West Side Sanitarium, also known as West Side Osteopathic Hospital, is a historic sanitarium complex located at West York, York County, Pennsylvania. The complex consists of four buildings: two large medical buildings and two residences. The Sanitarium was originally built as a hotel in 1905, and doubled in size in 1924, with an addition and rear ell. It is a 3 1/2-story, Dutch Colonial Revival-style brick-and-frame building with a gambrel roof. It measures approximately 110 feet wide and 31 feet deep. The Nurses' Home and Sanitarium Annex was built in 1924, also in the Dutch Colonial Revival-style.
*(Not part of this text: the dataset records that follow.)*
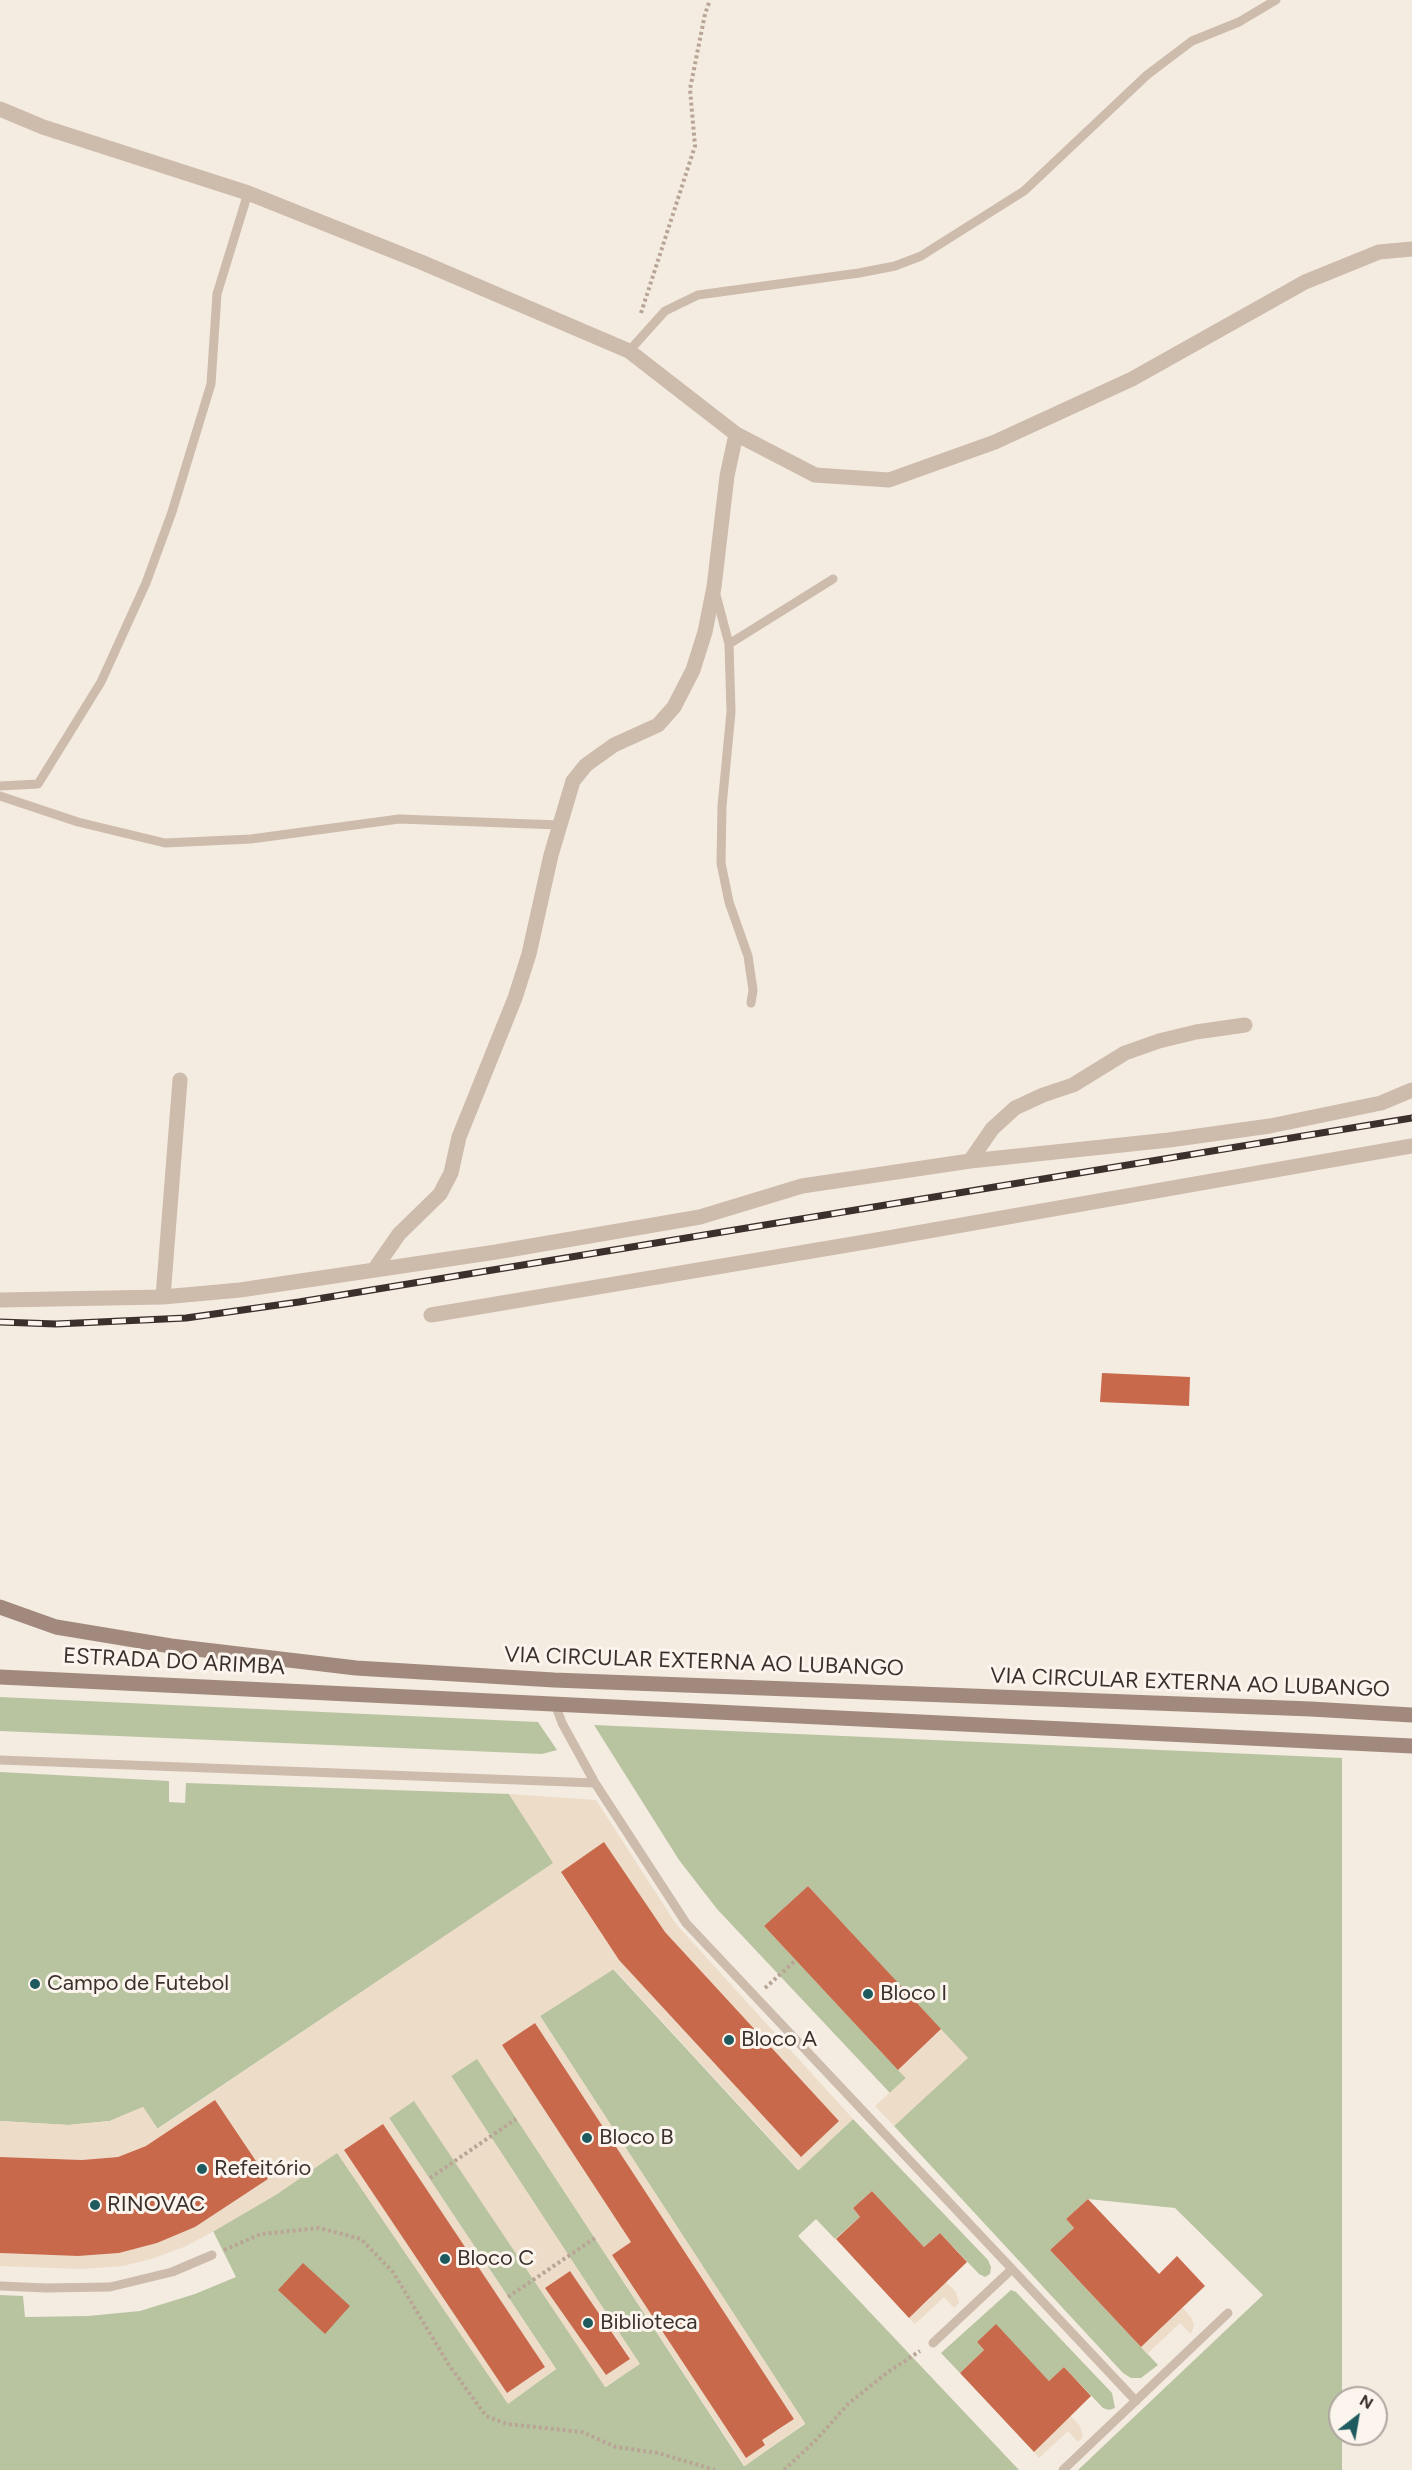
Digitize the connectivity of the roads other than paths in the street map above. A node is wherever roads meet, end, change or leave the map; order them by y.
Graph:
1 (1276, 0) edge
2 (0, 109) edge
3 (248, 193) junction
4 (1412, 249) edge
5 (629, 351) junction
6 (736, 434) junction
7 (833, 579) dead end
8 (714, 587) junction
9 (729, 644) junction
10 (0, 786) edge
11 (0, 796) edge
12 (559, 825) junction
13 (751, 1004) dead end
14 (1245, 1025) dead end
15 (180, 1080) dead end
16 (1412, 1090) edge
17 (1412, 1146) edge
18 (970, 1161) junction
19 (374, 1270) junction
20 (163, 1297) junction
21 (0, 1300) edge
22 (431, 1315) dead end
23 (0, 1607) edge
24 (0, 1677) edge
25 (346, 1693) joint
26 (555, 1704) junction
27 (1412, 1715) edge
28 (1412, 1746) edge
29 (0, 1760) edge
30 (595, 1783) junction
31 (212, 2255) road end
32 (1012, 2269) junction
33 (0, 2286) edge
34 (1228, 2313) dead end
35 (933, 2343) road end
36 (1136, 2401) junction
37 (1063, 2470) edge

1 - 5 lane
2 - 3 street
3 - 5 street
3 - 10 lane
4 - 6 street
5 - 6 street
6 - 8 street
7 - 9 lane
8 - 9 lane
8 - 12 street
9 - 13 lane
11 - 12 lane
12 - 19 street
14 - 18 street
15 - 20 street
16 - 18 street
17 - 22 street
18 - 19 street
19 - 20 street
20 - 21 street
23 - 27 main road, VIA CIRCULAR EXTERNA AO LUBANGO
24 - 25 main road, ESTRADA DO ARIMBA
25 - 26 main road, VIA CIRCULAR EXTERNA AO LUBANGO
26 - 28 main road, VIA CIRCULAR EXTERNA AO LUBANGO
26 - 30 lane
29 - 30 lane
30 - 32 lane
31 - 33 lane
32 - 35 lane
32 - 36 lane
34 - 36 lane
36 - 37 lane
It is a 3 1/2-story, 28-foot-wide by 30-foot-deep, frame building, expanded in 1931, with a 4-story rear addition measuring 25 feet wide by 34 feet deep. It features a one-story full-width porch with Tuscan order columns. The Doctors' Home and Dr. Meisenhelder's Home and Office were built in 1905, and are in a vernacular Queen Anne style. They are 2 1/2 stories tall with cross-gabled, slate-covered roofs and each measure about 20 feet wide by 40 feet deep. Three of the four buildings are connected via tunnels. The hospital remained in operation until 1962, after which the buildings housed a business college then home to the Aquarian Church of Universal Service.

It was added to the National Register of Historic Places in 2004.